Kamis, 24 Oktober 2013

Membantu Anak Meredam Emosi


Sebagai orang tua, kita mungkin sering mengeluhkan perilaku anak-anak yang kurang sesuai dengan harapan kita. Walaupun jika ditilik lebih jauh, sebenarnya orang tualah yang mempunyai pengaruh besar terhadap perkembangan perilaku anak tersebut. Di antara perilaku anak yang sering kita dapati adalah lancang (berani melawan orang tua) dan pemarah.

Dalam menyikapi hal ini, diperlukan pendidikan yang tepat terhadap anak, terutama pendidikan terhadap keseimbangan emosi anak. Sebagai orang tua, sudah seharusnya memahami cara mendidik anak dengan baik. Dalam tulisan ini, ada tujuh metode yang akan membantu orang tua dalam mendidik anak, terutama untuk menghilangkan sikap lancang, pemarah dan sikap negatif lainnya pada sang anak dengan pendidikan dan sikap yang positif dari orang tua.

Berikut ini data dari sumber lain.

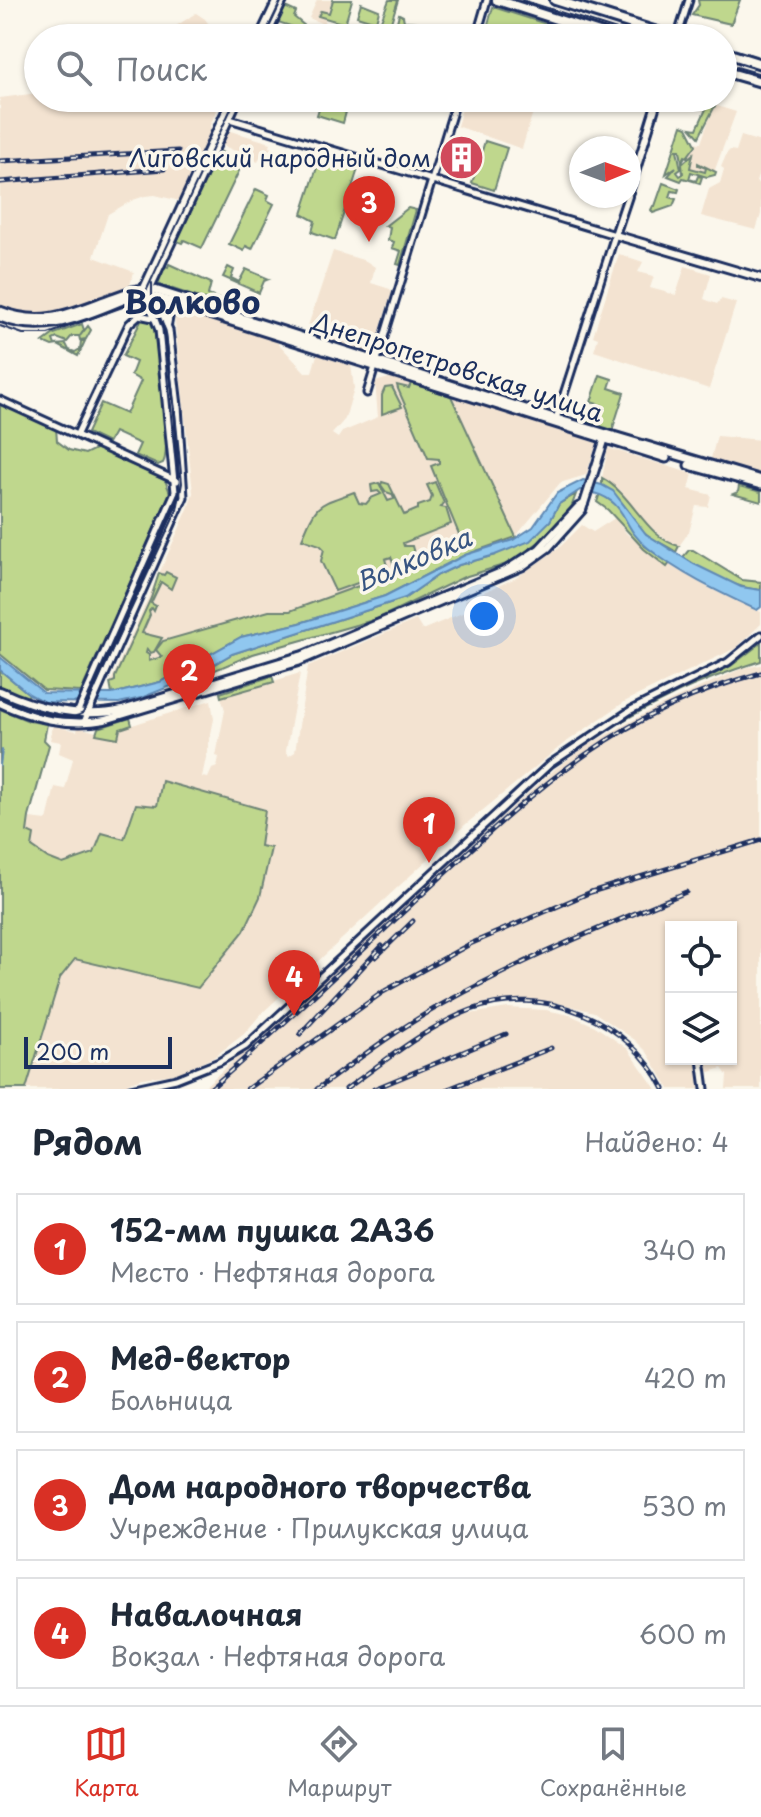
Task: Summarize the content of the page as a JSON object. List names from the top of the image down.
{
  "streets": {
    "main road": ["Днепропетровская улица"]
  },
  "districts": ["Волково"],
  "water": ["Волковка"],
  "places": {
    "building": ["Лиговский народный дом"]
  },
  "scale_bar": "200 m",
  "north": "right",
  "page": {
    "search": "Поиск",
    "pins": [
      "3",
      "2",
      "1",
      "4"
    ],
    "scale": "200 m",
    "heading": ["Рядом", "Найдено: 4"],
    "list": [
      {
        "mark": "1",
        "name": "152-мм пушка 2А36",
        "note": "Место · Нефтяная дорога",
        "value": "340 m"
      },
      {
        "mark": "2",
        "name": "Мед-вектор",
        "note": "Больница",
        "value": "420 m"
      },
      {
        "mark": "3",
        "name": "Дом народного творчества",
        "note": "Учреждение · Прилукская улица",
        "value": "530 m"
      },
      {
        "mark": "4",
        "name": "Навалочная",
        "note": "Вокзал · Нефтяная дорога",
        "value": "600 m"
      }
    ],
    "nav": ["Карта", "Маршрут", "Сохранённые"]
  }
}
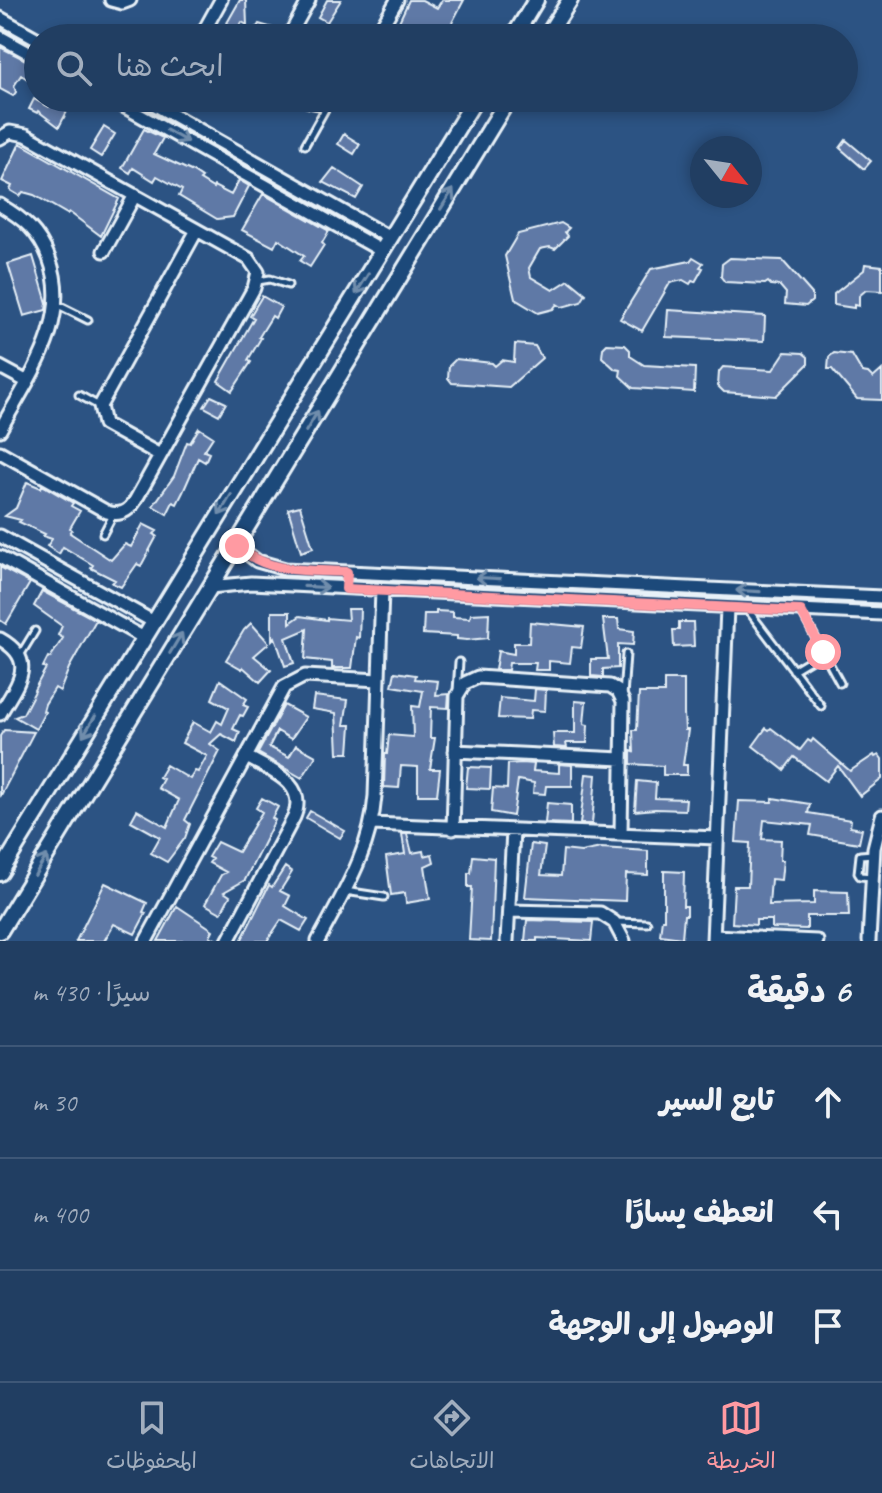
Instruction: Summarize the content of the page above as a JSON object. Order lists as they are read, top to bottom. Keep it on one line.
{"north":"bottom right","page":{"search":"ابحث هنا","heading":["6 دقيقة","سيرًا · 430 m"],"list":[["تابع السير","30 m"],["انعطف يسارًا","400 m"],"الوصول إلى الوجهة"],"nav":["الخريطة","الاتجاهات","المحفوظات"]}}
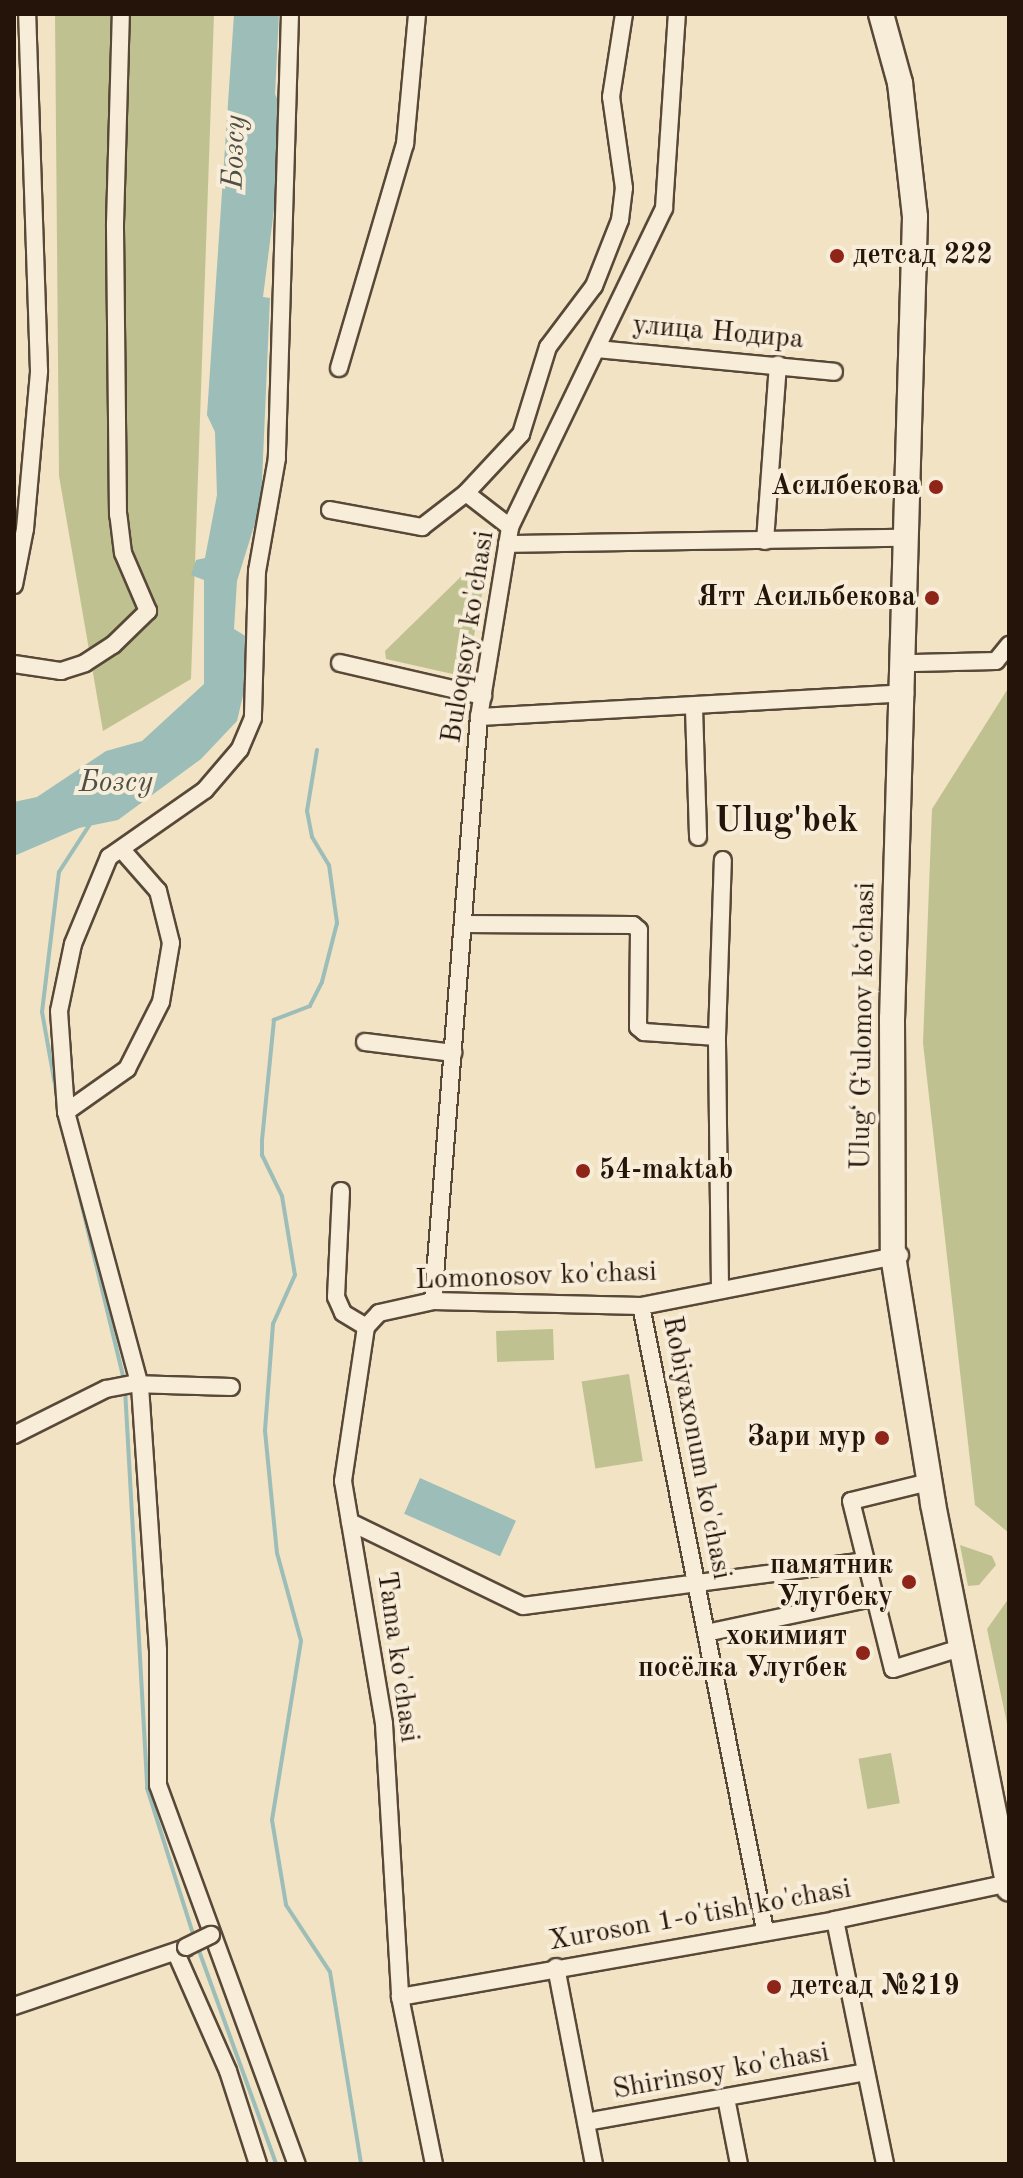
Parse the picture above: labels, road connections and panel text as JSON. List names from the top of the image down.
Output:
{
  "streets": {
    "main road": ["Ulugʻ Gʻulomov koʻchasi"],
    "street": [
      "улица Нодира",
      "Buloqsoy ko'chasi",
      "Lomonosov ko'chasi",
      "Robiyaxonum ko'chasi",
      "Tama ko'chasi",
      "Хuroson 1-o'tish ko'chasi",
      "Shirinsoy ko'chasi"
    ]
  },
  "crossings": [
    ["улица Нодира", "Buloqsoy ko'chasi"],
    ["Buloqsoy ko'chasi", "Lomonosov ko'chasi"],
    ["Ulugʻ Gʻulomov koʻchasi", "Lomonosov ko'chasi"],
    ["Ulugʻ Gʻulomov koʻchasi", "Хuroson 1-o'tish ko'chasi"],
    ["Lomonosov ko'chasi", "Robiyaxonum ko'chasi"],
    ["Lomonosov ko'chasi", "Tama ko'chasi"],
    ["Robiyaxonum ko'chasi", "Хuroson 1-o'tish ko'chasi"],
    ["Tama ko'chasi", "Хuroson 1-o'tish ko'chasi"],
    ["Хuroson 1-o'tish ko'chasi", "Shirinsoy ko'chasi"]
  ],
  "districts": ["Ulug'bek"],
  "water": ["Бозсу"],
  "places": [
    "детсад 222",
    "Асилбекова",
    "Ятт Асильбекова",
    "54-maktab",
    "Зари мур",
    "памятник Улугбеку",
    "хокимият посёлка Улугбек",
    "детсад №219"
  ]
}
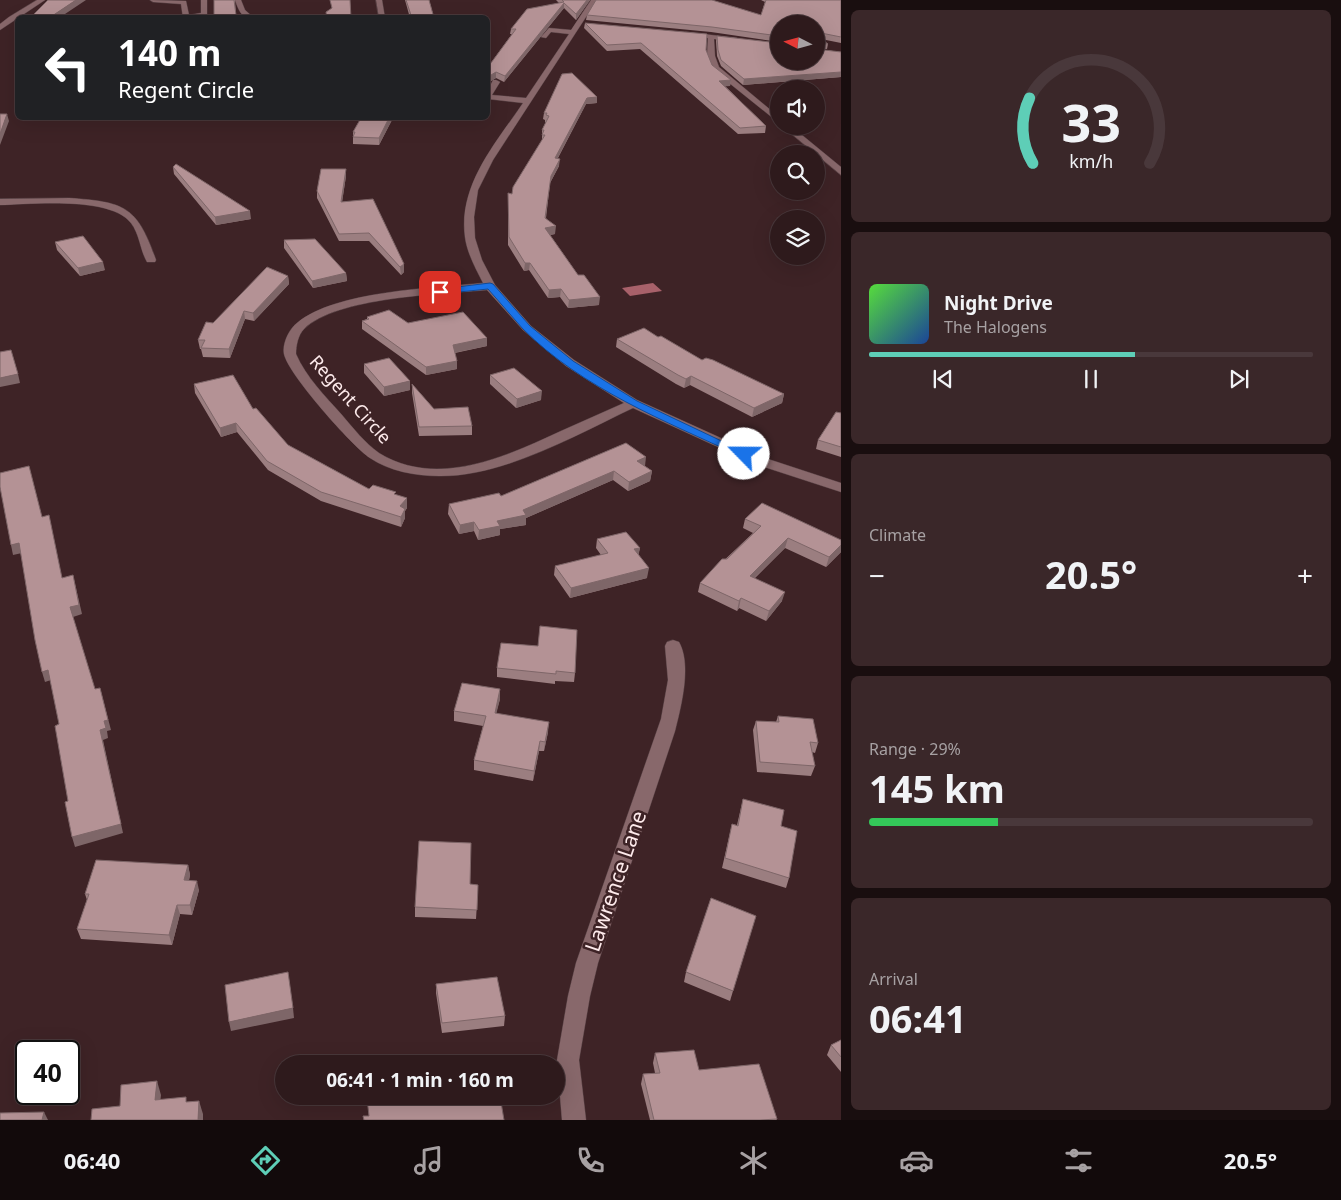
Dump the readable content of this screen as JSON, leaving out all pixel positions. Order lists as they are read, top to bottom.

1. Melatih anak mengungkapkan isi hatinya

Orang tua hendaknya mengajarkan kepada anak bagaimana mengungkapkan isi hatinya dengan kata-kata. Karena terkadang anak memilih mengungkapkan isi hatinya dengan perilaku-perilaku yang tidak baik, misalnya marah-marah, berteriak, menggigit kuku, merobek baju dan perilaku negatif lainnya sebagai bentuk ungkapan isi hati mereka. Oleh karena itu, orang tua sudah seharusnya mengajarkan kepada anak, bagaimana mengungkapkan isi hati mereka dengan berbicara baik-baik.

2. Memberikan pujian

Ketika anak sudah bisa mengungkapkan isi hatinya yang sedang kesal dengan pembicaraan yang baik, sebaiknya kita memberikan pujian kepadanya. Selain itu kita juga terus membantunya untuk mengungkapkan perasaannya, terutama perasaan-perasaan negatif seperti kesal, jengkel, marah, iri. Perilaku orang tua seperti ini jauh lebih baik dari pada sekedar diam atau bahkan malah memarahi si anak.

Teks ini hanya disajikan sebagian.